Not even changing the cockroach into a kitten can help the latest literary mash-up ― “The Meowmorphosis”
Coleridge Cook takes a well-written stab at Franz Kafka’s depressing novella “The Metamorphosis” and turns it into ... well, a slightly less gloomy tale. Where Kafka turned his lead character, Gregor Samsa, into a beetle, Cook transforms him into an adorable fluffy kitten.
Kafka was an early twentieth century Czech writer whose stories and novels explored the helplessness of the individual in the face of dehumanizing bureaucracies, and other topics.
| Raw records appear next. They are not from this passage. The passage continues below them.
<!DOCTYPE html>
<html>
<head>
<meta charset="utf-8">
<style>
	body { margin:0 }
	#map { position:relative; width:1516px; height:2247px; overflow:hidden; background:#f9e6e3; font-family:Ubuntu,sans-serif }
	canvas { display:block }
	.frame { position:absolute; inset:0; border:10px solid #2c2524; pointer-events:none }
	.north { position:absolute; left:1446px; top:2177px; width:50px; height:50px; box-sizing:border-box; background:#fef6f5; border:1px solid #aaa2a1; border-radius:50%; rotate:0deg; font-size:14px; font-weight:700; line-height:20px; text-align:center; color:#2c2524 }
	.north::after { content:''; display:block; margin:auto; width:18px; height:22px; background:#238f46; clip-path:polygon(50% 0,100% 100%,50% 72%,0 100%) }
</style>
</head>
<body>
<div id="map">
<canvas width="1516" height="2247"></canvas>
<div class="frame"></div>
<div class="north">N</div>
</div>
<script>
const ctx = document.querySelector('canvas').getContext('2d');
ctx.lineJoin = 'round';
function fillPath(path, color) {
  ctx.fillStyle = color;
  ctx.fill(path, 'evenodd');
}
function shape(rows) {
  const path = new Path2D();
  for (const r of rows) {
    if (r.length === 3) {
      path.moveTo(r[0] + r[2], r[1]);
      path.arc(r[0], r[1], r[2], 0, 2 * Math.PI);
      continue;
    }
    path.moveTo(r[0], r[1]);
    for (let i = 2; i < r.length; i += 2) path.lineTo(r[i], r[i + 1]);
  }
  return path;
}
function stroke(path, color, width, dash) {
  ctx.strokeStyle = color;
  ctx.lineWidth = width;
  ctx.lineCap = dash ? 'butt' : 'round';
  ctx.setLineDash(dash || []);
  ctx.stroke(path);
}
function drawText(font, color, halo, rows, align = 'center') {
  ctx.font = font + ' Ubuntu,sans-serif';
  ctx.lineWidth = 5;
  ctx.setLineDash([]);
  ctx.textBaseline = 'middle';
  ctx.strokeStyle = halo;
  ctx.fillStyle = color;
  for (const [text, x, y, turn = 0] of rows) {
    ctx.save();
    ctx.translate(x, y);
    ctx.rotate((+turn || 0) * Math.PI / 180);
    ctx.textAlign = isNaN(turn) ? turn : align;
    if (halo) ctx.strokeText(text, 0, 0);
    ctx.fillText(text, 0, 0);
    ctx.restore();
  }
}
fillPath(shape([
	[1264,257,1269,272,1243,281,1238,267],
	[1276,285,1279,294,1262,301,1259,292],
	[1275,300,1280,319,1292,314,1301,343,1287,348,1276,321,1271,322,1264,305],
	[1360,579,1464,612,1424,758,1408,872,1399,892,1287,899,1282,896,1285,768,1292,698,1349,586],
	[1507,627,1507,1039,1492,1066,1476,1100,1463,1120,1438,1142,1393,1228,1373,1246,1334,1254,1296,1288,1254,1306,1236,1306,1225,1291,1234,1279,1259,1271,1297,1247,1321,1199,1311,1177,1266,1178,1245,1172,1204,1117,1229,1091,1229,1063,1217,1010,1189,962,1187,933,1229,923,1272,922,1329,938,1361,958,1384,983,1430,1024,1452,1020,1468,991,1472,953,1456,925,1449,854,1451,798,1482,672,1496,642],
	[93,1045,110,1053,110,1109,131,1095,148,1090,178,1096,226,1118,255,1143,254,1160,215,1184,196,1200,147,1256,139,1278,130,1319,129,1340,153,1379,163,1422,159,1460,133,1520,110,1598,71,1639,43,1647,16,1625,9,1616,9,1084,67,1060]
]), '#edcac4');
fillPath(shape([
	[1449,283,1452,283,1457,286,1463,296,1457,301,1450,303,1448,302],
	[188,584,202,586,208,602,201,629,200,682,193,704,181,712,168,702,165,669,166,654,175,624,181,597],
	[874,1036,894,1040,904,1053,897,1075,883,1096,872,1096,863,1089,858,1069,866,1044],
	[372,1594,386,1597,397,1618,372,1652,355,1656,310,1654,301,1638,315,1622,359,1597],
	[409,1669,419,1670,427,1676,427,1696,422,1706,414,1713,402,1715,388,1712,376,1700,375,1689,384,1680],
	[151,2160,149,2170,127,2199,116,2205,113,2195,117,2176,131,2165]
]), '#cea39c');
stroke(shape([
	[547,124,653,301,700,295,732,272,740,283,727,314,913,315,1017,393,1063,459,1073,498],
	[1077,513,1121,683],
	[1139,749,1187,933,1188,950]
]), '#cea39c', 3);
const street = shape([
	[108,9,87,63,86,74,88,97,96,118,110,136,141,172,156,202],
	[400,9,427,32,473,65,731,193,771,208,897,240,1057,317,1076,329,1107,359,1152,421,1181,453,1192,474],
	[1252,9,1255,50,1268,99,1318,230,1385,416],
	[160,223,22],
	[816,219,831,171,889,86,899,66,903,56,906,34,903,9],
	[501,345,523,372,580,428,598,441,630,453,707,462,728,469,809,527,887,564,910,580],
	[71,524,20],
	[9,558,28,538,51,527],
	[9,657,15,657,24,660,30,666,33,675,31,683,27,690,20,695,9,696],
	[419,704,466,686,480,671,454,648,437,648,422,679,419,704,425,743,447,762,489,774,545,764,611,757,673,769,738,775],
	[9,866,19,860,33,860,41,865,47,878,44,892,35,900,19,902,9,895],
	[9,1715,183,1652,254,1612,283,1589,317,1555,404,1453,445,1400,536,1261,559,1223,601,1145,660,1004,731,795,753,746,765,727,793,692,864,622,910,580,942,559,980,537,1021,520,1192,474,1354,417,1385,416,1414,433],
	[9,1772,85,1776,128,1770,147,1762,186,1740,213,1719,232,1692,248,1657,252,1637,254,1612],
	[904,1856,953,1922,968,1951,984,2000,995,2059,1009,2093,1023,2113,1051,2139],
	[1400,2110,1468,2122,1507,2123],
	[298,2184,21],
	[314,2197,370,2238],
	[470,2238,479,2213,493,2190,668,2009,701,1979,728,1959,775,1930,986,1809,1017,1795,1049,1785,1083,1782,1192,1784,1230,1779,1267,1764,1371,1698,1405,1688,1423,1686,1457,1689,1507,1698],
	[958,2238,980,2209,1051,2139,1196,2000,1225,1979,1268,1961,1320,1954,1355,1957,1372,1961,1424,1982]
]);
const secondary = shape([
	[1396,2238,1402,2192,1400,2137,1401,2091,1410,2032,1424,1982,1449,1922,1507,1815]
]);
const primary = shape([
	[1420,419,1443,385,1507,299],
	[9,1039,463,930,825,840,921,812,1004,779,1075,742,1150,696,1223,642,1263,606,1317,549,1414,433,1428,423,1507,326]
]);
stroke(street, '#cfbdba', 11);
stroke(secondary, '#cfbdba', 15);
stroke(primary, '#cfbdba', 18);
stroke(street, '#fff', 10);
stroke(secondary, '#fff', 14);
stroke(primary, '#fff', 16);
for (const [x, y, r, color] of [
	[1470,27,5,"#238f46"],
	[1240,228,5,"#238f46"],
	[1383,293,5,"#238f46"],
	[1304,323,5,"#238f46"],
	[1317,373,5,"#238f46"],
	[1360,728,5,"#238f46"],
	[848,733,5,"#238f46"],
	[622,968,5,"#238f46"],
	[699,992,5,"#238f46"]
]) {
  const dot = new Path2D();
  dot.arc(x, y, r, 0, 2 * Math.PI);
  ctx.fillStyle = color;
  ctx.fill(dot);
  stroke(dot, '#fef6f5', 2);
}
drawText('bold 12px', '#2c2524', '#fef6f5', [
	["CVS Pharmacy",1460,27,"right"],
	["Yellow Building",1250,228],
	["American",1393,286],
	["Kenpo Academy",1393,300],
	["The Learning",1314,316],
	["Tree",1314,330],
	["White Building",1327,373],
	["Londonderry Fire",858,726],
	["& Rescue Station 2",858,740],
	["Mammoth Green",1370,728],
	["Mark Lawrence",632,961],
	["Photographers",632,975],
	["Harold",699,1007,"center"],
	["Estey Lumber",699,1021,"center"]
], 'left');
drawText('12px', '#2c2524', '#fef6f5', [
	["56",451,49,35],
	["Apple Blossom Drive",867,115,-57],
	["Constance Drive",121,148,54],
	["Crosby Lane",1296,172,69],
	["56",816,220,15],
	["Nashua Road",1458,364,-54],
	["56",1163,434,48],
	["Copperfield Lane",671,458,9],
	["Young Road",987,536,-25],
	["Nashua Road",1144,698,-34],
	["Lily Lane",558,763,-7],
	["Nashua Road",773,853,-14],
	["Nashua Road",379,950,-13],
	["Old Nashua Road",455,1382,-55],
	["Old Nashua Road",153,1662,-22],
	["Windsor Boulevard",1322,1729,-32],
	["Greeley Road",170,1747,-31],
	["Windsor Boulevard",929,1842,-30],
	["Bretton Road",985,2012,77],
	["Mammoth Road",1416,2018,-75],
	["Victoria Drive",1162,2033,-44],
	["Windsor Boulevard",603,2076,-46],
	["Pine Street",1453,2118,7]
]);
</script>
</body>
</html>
In “The Metamorphosis” Samsa is a traveling salesman who awakens one morning to discover that he’s become an insect. How Samsa’s transformation affects his life and his family is the core of the novella: No longer the family breadwinner, Samsa is now dependent on the relatives who depended on him ― and who now discover their own independence of him.
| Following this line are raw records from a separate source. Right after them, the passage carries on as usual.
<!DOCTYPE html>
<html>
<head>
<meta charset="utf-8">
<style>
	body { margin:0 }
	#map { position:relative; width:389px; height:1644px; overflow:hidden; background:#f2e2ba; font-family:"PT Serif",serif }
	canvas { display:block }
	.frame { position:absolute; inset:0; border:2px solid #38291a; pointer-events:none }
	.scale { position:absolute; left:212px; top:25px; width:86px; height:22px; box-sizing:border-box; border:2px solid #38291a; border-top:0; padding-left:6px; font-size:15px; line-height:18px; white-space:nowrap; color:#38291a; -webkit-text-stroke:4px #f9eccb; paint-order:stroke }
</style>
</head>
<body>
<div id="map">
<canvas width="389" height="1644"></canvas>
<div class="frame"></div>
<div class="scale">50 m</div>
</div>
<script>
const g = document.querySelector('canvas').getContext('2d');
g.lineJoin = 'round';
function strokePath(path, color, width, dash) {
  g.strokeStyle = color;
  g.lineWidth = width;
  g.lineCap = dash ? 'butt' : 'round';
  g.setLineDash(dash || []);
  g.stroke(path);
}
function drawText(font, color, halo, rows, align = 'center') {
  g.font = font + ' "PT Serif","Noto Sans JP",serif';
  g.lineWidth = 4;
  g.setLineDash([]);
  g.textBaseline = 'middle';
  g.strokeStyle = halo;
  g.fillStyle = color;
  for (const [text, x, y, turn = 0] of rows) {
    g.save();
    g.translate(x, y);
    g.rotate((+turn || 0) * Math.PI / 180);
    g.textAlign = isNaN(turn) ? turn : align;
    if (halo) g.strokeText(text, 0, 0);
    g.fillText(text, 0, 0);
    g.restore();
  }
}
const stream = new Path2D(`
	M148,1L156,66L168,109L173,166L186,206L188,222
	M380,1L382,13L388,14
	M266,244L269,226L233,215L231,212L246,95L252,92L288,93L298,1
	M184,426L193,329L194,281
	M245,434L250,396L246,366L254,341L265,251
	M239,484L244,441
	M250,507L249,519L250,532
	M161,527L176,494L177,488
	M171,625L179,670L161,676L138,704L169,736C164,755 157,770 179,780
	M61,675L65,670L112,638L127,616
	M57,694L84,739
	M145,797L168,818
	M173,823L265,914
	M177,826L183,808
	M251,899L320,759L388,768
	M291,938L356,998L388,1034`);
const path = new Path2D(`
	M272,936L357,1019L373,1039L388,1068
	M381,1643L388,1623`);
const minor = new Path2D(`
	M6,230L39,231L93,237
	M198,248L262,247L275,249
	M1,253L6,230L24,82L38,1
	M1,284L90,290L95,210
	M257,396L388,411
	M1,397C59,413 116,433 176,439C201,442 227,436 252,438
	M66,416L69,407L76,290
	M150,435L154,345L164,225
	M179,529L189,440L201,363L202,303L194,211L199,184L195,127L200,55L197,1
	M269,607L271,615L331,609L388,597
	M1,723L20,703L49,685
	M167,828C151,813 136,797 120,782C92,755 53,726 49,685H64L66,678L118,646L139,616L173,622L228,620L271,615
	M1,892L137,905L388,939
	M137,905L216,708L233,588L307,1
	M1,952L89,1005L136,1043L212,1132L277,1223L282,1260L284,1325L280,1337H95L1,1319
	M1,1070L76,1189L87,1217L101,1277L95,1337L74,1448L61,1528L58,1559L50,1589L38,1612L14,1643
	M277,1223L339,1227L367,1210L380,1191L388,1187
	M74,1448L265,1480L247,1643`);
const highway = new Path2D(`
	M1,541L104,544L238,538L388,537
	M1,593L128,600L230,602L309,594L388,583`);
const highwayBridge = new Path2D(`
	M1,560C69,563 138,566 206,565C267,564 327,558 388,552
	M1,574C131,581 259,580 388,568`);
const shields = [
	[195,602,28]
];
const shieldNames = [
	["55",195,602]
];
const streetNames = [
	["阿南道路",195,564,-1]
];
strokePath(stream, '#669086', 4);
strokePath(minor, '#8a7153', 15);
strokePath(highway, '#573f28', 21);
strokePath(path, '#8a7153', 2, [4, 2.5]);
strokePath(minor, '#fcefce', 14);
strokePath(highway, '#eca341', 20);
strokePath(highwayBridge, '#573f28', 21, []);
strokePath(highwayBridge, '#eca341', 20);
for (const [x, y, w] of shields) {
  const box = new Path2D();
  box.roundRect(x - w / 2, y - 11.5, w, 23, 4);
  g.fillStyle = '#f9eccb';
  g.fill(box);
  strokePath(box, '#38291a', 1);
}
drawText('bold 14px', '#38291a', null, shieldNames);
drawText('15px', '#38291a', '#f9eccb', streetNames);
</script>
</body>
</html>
In “The Meowmorphosis,” Samsa becomes a plump kitten. His family’s reaction to his change is quite different. In the original, Samsa tries to avoid upsetting his sister ― his primary caregiver ― by hiding under sheets and his bed. In Cook’s version, the sister cuddles Samsa, brushes out his fur and gives him an attractive red collar which he loathes.
The original Samsa never leaves the family apartment. In “The Meowmorphosis,” the kitten escapes out a window to explore the pleasures and dangers of an alley cat in Prague. Samsa is taken prisoner by the court of cats, tried and convicted of some unknown law-breaking action, then set free.
Here, Cook raids other Kafka classics ― “The Trial” and “The Dream” for material with a feline twist:
“As a warning that your smallest prancing step, the way you lift your adorable paws and wriggle your sweet little pink nose when you are afraid, reveals to me your entire life story, everything you could ever wish to keep secret and you can not help revealing these things to me, so truly you are entirely helpless in my power, and during your trial you will not be allowed to lie in any fashion, nor will you be able to, for I will see through it,” says Josef K, the leader of the cats to the confused Samsa.
While Cook does an admirable job of integrating the felines into the story, not even having a kitten as protagonist can give the book a happy ending. When Samsa the kitten decides to return to his family, though debating the wisdom of his actions, the story descends back into the gloom of “The Metamorphosis.”